Tuesday, June 19, 2007

Breaking News from the Campaign

I'm probably the last person in the blogosphere to comment on the Presidential campaign, and the Iowa caucuses a mere thirty (approx) weeks away. Today presents the perfect opportunity. Check out this Sopranos tribute on the Hillary Clinton website--complete with an actual cast member, and mockery of Chelsea's parallel parking skills. And some surprisingly poor acting.

It's too bad this is all to announce the selection of Celine Dion's "You and I" as her official campaign song. Apparently Smashmouth's "I'm a Believer" was a strong contender; my bet is that it was scrapped to avoid the eruption of Monkeegate. It is admirable that the campaign chose a Canadian artist, throwing nationalism to the winds (currently much needed in the steamy lower 48). But the song may prove the equivalent of Dean's scream, or Muskie's tears, or being shot in a duel by Aaron Burr. Its lyrics are possibly more insipid than you'd expect, and you can listen to it three times and not recall a thing about it. Plus the right will eat the Canadian thing up like so much thin, nitrated meat product on an Egg McMuffin. I mean, if they were going foreign anyway, why not Charlotte Gainsborough, Feist, or Mika?

Monday, June 18, 2007

Mika


It's been out a few months, but I still want to say that Mika's "Grace Kelly" is the best single I've heard in a long while--definitely the best since Kelly Clarkson's "Since You've Been Gone," and probably better. I've got no quarrel with his devotion to Freddie Mercury. His voice just keeps going up, and when you think it's reached the top it goes up more. If you haven't heard it, you ought to. Try here.

Wednesday, June 13, 2007

Feisty



I'm not exactly sure why, but I really like this picture of Feist that appeared in the Times today. I think it's because she looks both glamorous and nerdy. Also like she's having a really good time. The article by Kelefa Sanneh is funny, too; it's all about how Feist kept trying to get the audience to sing along but they just wanted to listen to her.

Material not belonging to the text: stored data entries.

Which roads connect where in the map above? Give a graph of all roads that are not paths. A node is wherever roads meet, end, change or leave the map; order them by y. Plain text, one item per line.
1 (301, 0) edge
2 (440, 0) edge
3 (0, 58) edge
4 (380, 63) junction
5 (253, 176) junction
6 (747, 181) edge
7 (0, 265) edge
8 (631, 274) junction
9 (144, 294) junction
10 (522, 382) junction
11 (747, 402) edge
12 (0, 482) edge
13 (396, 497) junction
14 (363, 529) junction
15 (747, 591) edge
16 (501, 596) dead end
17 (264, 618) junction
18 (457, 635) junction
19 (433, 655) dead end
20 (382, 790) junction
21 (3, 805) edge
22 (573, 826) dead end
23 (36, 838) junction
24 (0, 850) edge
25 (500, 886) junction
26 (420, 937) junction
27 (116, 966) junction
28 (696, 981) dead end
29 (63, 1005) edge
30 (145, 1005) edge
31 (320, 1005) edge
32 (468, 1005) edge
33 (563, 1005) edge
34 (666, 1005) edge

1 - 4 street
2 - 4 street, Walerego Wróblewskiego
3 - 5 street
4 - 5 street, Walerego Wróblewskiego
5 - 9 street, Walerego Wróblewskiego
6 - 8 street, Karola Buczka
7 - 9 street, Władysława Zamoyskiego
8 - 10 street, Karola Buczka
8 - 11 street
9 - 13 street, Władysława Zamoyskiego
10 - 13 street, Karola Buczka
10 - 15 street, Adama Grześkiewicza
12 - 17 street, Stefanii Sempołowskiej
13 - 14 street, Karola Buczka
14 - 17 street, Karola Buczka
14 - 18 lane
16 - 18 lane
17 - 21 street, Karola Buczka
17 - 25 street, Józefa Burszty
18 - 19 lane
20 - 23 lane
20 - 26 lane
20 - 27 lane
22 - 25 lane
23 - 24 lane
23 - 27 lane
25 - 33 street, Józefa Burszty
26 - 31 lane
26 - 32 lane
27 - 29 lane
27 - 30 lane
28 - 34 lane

I'm liking her new album more and more; when I first got it, it was somewhat eclipsed by Charlotte G.

Tuesday, June 12, 2007

roundtrip for the midnight train going anywhere, please

It already seems a bit late to chime in, but the last scene of the episode was brilliant. Part of it went straight for the gut, of course—flirting with the possibility of a whack, or a whack of A.J. or Meadow, or Meadow getting hit by a car, or the possibility that no one was showing because they’d all been whacked, and so on, all while being advised not to stop believing. On the other side, the scene was an exquisite exercise in high realism: diners, Journey, parallel parking—what else is there, really? In the end, the tension of finding the proper angle to parallel park was aligned with the tension of possibly being marked for murder, and that’s a pretty perfect condensation of the show’s affective tactics, and view of the psyche, as a whole.

David Chase is already denying a lot of the openings for interpretive creativity the episode seemed to leave—the main one being what I actually first thought—that Tony had been shot dead; if the show were from his p.o.v., one wouldn’t hear the gunshot, right? It’s too bad Chase is playing interpretive FBI man, but it shouldn’t stop us from getting hung up on such questions as why Meadow was so anxious about being late. . .

A good deal of the web discourse about the episode seems to be that it constituted a “giant ‘fuck you’ to the fans” because it didn’t deliver any of the endings people had been discussing and predicting for weeks. But at some point on Saturday, I realized that nothing was going to happen. I can’t believe it took me so long. Given the series’ longtime comfort with loose narrative ends, it would have been absolutely inconsistent with the tenor of the show to attempt to put forth a single event to function as closure. You didn’t like this ending? Well, in fact, any other ending would have seemed wildly anti-climactic.

As for the “fuck you,” it seems to me that the real target of that particular oath in this particular case is the drivelly local news culture that produces “stories” about TV episodes that air the evening of the newscast. The show didn’t deliver an event to serve as easy fodder for segments like this one, or for bar interviews in which people are asked if they were shocked to learn that the last five episodes were a peyote hallucination. Given the amount of news coverage the episode was getting before it aired, I’m wondering what happened afterward. . .

Sunday, June 10, 2007

Wednesday, June 6, 2007

who are public intellectuals?

The other night, Jill and I were discussing the problem of public intellectuals in the US, and scrounging for names--she suggested Michael Ignatieff, I mentioned the old chestnut, Gore Vidal. Then today at the gym, it struck me: America's public intellectuals are Jeopardy contestants.